Senator for Ebonyi North
- Incumbent
- Assumed office 29 May 2007
- Preceded by: Christopher Nshi

Personal details
- Born: Ebonyi State, Nigeria

= Anthony Agbo =

Nigerian politician

Anthony O. Agbo was elected Senator for the Ebonyi North constituency of Ebonyi State, Nigeria, taking office on 29 May 2007. He is a member of the People's Democratic Party (PDP).

Agbo was educated at Ebonyi State University and the University of Nigeria, Nsukka, graduating in 1988.
He was elected to the Enugu State House Of Assembly (before Ebonyi state was formed from part of Enugu), and was appointed Speaker. Later he was Commissioner of Finance (1999–2003) and Commissioner of Public Utilities (2003–2005) for Ebonyi State.
Outside his political career, Agbo is a poet who has published his work in several journals and is a sponsor of Nigerian literature.

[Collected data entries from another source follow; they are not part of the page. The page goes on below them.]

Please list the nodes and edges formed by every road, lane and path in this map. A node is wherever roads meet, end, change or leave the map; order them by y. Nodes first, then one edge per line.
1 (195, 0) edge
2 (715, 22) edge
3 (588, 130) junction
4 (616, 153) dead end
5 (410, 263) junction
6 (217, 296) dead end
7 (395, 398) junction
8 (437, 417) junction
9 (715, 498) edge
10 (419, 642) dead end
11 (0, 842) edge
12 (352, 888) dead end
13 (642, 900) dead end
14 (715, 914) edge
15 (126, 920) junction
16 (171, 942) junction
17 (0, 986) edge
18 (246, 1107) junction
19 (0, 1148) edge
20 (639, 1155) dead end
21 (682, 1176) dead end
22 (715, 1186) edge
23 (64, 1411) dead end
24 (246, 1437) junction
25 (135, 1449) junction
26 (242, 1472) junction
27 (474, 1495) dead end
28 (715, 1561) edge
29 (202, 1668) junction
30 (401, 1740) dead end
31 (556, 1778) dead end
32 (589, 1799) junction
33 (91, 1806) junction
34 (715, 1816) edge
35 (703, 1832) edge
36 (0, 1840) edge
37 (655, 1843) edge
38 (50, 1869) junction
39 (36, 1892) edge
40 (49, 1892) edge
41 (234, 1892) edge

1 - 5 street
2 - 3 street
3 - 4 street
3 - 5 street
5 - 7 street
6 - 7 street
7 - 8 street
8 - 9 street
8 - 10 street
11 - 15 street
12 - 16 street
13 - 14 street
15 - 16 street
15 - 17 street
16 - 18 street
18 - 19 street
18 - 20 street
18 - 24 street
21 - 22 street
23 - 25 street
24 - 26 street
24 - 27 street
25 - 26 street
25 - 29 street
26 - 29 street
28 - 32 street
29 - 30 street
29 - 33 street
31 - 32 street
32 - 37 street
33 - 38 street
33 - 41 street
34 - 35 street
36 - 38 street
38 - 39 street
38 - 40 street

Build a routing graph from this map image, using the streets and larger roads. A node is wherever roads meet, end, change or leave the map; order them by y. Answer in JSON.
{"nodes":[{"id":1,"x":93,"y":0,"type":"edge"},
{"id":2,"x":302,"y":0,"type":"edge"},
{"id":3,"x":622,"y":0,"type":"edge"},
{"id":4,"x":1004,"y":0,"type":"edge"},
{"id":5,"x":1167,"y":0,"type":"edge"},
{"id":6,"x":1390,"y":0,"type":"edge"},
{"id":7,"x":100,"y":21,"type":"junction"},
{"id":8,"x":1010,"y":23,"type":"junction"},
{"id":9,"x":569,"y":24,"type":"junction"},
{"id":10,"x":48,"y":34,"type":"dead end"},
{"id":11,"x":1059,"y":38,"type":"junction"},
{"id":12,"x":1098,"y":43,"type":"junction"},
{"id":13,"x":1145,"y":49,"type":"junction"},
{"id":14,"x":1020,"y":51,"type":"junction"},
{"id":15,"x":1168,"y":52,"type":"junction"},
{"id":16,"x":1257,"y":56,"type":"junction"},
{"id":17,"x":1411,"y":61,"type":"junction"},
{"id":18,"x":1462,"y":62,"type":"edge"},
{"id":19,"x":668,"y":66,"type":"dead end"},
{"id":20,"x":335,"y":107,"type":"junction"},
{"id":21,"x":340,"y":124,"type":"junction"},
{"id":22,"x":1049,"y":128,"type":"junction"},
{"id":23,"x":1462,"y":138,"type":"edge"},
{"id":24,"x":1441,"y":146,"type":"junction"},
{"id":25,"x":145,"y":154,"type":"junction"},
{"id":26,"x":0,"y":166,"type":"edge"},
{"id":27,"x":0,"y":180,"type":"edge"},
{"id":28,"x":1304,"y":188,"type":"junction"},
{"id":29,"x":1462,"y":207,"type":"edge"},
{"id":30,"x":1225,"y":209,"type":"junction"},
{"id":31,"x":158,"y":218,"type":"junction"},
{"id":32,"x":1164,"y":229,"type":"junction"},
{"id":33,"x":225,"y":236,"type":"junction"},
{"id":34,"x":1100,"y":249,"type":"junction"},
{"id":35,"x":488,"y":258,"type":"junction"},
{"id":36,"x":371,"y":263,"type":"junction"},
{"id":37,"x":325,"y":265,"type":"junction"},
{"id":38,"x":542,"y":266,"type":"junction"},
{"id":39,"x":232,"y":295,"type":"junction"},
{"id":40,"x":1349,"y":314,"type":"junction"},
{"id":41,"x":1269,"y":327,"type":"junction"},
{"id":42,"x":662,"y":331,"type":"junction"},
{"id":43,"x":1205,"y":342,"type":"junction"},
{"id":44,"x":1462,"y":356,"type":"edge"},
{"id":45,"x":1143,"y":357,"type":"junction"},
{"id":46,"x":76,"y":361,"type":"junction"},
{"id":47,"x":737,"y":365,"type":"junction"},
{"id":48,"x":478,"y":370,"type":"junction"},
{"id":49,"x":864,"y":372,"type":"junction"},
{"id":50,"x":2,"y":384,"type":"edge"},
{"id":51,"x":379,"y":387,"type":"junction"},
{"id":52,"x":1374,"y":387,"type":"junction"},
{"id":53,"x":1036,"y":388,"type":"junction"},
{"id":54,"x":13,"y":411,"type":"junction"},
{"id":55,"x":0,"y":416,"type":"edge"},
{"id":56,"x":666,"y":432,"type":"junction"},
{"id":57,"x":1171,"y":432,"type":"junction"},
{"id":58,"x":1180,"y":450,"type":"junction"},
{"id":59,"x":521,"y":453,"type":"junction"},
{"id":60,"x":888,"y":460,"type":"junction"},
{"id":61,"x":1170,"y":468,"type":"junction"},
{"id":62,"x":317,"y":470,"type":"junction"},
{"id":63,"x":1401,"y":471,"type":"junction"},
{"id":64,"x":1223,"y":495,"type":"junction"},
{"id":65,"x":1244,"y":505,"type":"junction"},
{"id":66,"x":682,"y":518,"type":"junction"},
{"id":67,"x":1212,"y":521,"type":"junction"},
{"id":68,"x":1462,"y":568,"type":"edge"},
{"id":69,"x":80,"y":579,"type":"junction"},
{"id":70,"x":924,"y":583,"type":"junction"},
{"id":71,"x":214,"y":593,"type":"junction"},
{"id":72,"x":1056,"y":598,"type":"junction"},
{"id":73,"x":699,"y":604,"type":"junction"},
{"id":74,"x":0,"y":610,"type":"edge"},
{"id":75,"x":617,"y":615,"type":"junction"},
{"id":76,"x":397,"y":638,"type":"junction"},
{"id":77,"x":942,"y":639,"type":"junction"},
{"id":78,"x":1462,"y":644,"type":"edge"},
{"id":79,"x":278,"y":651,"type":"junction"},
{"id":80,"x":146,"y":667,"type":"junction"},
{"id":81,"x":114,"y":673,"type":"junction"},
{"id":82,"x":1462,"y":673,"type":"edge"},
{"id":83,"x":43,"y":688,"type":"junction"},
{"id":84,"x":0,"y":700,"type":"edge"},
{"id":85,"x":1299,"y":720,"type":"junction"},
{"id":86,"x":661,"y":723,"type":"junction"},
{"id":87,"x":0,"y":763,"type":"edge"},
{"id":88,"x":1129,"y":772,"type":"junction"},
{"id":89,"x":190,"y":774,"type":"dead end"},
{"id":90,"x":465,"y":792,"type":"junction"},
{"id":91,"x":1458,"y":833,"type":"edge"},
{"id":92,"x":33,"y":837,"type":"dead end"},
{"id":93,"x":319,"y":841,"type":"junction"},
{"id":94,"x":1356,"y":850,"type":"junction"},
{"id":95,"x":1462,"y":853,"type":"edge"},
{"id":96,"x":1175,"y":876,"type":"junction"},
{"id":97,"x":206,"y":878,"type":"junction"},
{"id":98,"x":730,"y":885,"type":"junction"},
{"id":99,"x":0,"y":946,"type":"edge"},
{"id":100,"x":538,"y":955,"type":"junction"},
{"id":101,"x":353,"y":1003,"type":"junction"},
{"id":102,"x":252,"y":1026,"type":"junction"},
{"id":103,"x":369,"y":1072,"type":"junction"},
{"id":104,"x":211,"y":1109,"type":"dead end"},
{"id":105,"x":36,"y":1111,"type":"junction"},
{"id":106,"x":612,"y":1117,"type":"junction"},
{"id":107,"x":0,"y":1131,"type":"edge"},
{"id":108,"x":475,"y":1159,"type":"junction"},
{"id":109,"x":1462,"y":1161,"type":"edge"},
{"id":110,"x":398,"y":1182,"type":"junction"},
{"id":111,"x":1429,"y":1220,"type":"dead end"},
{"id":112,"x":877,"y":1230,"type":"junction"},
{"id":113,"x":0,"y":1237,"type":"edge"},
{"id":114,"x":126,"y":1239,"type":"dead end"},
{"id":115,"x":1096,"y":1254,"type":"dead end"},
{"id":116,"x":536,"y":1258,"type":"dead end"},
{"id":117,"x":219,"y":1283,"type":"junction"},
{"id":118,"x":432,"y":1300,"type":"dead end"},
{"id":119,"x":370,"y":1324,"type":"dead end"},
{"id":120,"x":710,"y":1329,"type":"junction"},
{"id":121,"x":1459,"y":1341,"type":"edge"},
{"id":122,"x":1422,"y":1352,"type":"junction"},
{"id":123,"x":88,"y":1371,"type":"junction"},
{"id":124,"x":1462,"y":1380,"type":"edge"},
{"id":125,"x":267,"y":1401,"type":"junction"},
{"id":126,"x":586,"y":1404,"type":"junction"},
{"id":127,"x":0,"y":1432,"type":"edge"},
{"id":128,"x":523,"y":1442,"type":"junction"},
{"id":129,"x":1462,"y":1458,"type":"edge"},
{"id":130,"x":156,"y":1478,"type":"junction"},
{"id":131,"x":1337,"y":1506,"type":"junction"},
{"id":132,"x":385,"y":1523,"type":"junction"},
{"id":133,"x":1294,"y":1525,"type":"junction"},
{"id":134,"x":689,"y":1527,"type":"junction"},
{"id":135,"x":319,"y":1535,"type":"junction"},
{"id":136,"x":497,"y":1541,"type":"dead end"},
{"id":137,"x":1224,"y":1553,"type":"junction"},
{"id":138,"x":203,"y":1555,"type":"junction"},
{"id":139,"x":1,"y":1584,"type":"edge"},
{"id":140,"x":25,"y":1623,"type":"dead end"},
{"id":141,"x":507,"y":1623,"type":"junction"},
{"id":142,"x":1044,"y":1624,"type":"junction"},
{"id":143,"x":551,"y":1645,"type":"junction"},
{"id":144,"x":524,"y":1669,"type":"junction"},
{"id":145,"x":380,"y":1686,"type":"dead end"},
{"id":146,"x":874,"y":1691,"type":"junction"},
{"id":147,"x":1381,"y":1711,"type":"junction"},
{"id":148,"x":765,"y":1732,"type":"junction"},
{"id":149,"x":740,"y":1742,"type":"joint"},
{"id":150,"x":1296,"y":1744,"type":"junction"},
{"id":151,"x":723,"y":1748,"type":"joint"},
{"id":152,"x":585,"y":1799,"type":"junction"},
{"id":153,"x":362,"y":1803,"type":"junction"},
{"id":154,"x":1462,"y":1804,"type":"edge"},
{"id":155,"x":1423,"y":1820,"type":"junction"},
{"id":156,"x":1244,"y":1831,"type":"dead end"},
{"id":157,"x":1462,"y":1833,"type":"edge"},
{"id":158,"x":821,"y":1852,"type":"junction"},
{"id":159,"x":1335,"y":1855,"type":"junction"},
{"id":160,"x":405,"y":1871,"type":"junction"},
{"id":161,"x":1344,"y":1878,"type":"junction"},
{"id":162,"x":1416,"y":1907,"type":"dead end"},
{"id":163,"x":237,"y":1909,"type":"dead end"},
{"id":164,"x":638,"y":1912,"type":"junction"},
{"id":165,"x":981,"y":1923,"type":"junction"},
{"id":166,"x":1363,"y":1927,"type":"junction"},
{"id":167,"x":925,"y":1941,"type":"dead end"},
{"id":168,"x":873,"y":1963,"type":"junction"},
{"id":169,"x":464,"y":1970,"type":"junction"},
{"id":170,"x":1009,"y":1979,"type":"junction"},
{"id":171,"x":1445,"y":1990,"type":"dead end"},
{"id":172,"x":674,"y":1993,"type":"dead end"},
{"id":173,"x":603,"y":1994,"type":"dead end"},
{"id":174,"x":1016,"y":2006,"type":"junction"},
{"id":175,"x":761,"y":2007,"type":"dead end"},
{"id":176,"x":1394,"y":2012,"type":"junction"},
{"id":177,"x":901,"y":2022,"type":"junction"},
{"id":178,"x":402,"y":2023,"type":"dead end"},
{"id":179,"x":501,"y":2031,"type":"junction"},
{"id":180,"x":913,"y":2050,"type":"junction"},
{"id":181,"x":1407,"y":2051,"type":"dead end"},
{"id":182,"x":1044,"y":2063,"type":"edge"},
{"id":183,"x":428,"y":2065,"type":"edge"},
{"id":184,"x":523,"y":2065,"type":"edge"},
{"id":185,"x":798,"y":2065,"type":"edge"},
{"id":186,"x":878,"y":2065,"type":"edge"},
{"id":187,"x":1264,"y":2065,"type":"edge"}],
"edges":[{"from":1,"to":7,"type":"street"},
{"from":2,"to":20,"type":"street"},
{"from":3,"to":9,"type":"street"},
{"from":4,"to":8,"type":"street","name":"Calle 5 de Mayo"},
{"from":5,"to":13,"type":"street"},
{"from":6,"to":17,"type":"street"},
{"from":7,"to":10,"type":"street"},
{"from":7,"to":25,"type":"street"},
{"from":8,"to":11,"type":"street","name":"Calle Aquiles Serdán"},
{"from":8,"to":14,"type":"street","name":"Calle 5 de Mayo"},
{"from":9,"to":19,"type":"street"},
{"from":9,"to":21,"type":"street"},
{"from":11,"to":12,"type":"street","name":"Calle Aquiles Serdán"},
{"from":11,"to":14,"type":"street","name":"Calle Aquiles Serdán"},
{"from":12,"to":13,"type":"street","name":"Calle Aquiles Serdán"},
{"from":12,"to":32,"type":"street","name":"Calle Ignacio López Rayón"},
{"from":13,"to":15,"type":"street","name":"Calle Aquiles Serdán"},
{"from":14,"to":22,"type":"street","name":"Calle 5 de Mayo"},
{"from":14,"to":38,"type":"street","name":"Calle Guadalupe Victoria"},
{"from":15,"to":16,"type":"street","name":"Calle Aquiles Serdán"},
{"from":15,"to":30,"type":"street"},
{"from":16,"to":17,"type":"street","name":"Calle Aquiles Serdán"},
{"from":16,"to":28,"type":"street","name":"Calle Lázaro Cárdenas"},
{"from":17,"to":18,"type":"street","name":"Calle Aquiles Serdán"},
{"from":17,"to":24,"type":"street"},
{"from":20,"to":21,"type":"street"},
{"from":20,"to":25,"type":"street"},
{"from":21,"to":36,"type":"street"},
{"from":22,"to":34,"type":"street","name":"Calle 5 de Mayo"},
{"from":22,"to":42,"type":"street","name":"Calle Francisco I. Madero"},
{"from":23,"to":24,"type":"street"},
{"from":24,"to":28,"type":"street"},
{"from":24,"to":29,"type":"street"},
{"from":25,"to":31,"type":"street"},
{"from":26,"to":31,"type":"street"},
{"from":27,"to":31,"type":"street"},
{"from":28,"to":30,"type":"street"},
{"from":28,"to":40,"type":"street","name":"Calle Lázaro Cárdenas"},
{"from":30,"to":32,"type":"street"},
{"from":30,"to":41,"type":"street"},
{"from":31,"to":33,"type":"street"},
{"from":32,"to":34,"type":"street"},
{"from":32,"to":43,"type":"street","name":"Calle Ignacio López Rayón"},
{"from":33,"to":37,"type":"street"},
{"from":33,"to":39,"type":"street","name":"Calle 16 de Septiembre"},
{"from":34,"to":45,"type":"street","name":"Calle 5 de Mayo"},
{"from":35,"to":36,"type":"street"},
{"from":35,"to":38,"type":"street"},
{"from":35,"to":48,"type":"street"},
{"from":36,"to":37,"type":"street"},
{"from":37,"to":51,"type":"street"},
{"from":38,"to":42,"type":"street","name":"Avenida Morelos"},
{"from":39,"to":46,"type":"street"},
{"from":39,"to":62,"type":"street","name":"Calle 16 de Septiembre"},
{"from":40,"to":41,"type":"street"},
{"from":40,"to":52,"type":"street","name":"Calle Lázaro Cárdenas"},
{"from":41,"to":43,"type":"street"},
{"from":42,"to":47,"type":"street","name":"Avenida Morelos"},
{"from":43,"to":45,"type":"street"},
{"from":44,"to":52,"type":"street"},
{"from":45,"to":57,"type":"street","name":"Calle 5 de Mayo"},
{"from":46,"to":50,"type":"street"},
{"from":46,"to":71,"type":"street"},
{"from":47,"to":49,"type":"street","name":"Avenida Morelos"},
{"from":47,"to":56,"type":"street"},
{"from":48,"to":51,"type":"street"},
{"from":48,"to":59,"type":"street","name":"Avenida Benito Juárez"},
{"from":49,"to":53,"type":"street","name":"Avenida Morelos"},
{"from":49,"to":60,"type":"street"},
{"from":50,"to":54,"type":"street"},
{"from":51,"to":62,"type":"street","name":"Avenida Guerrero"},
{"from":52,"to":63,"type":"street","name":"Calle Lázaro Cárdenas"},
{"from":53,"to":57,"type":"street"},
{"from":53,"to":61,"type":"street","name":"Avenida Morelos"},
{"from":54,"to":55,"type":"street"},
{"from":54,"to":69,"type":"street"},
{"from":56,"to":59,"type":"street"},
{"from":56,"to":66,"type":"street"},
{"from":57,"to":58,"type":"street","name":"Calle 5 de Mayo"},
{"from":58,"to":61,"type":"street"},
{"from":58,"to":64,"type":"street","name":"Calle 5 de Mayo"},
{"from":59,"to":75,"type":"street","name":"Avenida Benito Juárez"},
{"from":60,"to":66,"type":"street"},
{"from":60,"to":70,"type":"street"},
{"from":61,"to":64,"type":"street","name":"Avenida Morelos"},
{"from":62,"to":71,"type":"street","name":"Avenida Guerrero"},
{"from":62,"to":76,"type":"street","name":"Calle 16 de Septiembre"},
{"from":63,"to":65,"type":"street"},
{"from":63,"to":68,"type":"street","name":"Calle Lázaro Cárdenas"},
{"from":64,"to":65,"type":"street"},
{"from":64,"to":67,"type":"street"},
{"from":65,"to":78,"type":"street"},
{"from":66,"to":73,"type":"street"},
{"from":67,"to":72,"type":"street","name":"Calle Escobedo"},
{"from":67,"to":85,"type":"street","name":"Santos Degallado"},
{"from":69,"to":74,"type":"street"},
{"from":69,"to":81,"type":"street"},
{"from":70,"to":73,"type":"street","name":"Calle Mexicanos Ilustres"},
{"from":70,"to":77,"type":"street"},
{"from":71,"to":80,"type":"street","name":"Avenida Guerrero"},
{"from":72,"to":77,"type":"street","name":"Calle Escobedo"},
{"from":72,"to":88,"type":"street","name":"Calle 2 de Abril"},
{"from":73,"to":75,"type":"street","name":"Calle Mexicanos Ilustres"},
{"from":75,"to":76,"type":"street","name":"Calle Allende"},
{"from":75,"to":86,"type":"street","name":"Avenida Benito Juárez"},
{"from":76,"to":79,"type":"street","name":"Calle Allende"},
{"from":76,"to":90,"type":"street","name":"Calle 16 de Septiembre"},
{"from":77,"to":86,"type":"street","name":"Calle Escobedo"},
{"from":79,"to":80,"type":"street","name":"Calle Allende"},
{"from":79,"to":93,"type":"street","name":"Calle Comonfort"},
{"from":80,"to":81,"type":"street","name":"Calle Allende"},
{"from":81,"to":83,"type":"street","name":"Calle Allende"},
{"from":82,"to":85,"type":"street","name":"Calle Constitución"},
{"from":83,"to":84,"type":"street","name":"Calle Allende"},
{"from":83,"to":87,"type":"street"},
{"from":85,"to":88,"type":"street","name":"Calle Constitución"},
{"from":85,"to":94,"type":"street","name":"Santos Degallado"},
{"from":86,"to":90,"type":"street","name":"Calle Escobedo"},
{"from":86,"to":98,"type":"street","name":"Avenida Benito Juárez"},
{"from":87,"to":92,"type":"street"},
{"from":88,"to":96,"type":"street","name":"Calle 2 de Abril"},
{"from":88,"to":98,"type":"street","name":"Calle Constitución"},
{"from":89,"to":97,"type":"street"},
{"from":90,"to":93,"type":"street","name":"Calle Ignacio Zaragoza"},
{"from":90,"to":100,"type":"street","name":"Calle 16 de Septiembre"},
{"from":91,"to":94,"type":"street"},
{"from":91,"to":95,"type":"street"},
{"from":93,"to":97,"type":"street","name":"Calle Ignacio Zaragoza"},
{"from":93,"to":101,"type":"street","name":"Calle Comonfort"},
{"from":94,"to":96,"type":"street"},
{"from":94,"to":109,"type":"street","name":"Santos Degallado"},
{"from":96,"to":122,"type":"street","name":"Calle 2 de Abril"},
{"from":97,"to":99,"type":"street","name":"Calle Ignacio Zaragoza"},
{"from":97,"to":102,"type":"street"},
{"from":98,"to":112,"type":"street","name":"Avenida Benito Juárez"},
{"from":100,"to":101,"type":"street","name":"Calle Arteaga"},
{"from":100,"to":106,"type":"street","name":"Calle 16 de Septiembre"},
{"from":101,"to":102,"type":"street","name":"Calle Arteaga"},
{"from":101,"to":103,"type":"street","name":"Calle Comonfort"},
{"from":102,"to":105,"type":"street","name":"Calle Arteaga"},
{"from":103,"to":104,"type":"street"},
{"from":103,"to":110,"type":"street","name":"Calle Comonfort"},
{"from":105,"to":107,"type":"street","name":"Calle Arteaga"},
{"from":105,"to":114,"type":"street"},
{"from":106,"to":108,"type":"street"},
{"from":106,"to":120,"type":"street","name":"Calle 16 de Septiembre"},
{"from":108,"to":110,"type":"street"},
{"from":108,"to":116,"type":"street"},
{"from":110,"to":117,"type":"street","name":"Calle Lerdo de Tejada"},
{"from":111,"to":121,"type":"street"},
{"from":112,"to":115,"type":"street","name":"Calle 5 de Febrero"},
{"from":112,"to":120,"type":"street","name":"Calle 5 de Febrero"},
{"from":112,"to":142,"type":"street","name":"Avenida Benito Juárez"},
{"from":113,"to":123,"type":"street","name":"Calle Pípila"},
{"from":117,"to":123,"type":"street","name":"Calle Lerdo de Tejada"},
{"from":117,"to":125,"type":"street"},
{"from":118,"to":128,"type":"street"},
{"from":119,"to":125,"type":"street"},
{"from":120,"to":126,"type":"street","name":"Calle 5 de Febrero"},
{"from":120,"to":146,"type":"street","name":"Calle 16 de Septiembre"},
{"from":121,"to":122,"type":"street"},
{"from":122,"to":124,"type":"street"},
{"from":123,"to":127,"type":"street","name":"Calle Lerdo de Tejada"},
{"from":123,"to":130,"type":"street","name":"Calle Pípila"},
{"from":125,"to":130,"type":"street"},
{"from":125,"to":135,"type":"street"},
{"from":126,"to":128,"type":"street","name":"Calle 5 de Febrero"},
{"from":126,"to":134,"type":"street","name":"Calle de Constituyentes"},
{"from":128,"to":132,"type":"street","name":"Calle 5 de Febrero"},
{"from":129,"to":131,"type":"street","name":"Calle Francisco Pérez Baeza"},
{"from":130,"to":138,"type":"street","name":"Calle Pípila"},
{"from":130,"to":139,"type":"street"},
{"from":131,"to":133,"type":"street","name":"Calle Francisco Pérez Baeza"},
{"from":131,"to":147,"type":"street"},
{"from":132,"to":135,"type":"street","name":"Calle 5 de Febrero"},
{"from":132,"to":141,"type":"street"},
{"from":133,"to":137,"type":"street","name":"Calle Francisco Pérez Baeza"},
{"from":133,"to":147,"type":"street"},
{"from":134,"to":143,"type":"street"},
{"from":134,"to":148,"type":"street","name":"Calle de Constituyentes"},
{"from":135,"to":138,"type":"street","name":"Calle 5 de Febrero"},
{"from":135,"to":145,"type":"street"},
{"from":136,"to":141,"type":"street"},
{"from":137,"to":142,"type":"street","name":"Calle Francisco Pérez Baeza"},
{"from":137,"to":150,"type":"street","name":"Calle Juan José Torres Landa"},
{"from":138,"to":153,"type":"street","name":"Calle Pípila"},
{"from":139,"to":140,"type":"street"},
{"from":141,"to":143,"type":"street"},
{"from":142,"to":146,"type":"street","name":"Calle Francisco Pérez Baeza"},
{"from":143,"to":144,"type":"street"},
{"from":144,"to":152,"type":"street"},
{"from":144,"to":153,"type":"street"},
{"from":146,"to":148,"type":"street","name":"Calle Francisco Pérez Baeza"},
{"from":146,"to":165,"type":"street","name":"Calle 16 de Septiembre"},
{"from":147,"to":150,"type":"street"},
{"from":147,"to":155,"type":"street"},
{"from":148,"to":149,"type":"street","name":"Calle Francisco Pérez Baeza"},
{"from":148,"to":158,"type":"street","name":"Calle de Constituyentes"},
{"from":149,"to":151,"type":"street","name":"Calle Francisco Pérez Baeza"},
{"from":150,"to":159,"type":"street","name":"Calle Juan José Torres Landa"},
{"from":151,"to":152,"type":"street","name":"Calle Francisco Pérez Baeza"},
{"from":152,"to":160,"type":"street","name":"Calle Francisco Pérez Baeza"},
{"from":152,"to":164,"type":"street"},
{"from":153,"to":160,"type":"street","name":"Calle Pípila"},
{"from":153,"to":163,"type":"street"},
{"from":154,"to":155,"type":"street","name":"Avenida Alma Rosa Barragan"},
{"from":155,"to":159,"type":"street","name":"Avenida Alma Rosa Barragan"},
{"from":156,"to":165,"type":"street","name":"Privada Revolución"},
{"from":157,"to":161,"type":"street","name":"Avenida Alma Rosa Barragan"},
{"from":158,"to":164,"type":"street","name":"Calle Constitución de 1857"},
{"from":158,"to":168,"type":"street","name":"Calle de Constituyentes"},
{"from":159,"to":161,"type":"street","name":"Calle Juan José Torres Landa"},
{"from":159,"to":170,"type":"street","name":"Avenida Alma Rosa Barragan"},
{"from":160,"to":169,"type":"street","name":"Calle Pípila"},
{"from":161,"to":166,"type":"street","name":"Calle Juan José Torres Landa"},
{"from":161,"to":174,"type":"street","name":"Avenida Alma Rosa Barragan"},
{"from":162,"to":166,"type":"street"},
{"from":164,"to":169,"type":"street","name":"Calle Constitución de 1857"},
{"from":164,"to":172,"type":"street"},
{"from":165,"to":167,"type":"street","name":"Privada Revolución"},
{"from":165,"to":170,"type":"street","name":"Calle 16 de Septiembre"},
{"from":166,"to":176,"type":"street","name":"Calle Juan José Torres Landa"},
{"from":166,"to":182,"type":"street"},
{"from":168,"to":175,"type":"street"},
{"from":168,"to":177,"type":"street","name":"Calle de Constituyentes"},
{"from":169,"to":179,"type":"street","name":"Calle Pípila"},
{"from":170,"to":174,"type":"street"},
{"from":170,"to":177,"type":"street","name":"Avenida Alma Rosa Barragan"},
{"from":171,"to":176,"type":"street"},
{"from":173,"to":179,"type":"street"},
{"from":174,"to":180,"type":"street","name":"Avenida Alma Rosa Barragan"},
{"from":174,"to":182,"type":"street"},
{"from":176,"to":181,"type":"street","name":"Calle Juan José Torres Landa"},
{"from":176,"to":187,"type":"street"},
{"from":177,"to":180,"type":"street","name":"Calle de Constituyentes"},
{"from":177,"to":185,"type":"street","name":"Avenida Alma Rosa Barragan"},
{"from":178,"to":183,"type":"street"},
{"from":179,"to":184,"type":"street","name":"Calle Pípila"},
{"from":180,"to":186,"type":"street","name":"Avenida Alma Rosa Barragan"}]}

After taking his seat in the Senate in May 2007 Agbo was appointed to committees on National Identity Card & Population, Housing, Federal Capital Territory and Drugs Narcotics Anti Corruption.
In April 2008 he was appointed vice-chairman of a committee investigating Mallam Nasir el-Rufai's administration of the FCT.
In a mid-term evaluation of Senators in May 2009, This Day noted that he had sponsored bills on the Nigerian Congressional Medal of Honour Award, the National Cooperative Society Federation and the Nigerian Unified Filed Institute, and had sponsored or co-sponsored many motions. He was active in plenary and committee work.

Agbo has canvassed for establishment of a Ministry for disabled people.
In an interview in March 2009, speaking of Nigeria in general and Abuja FCT in particular, he said that the program to rebrand Nigeria would not work until the place was indeed an attractive place to visit, with good infrastructure, a clean environment and security.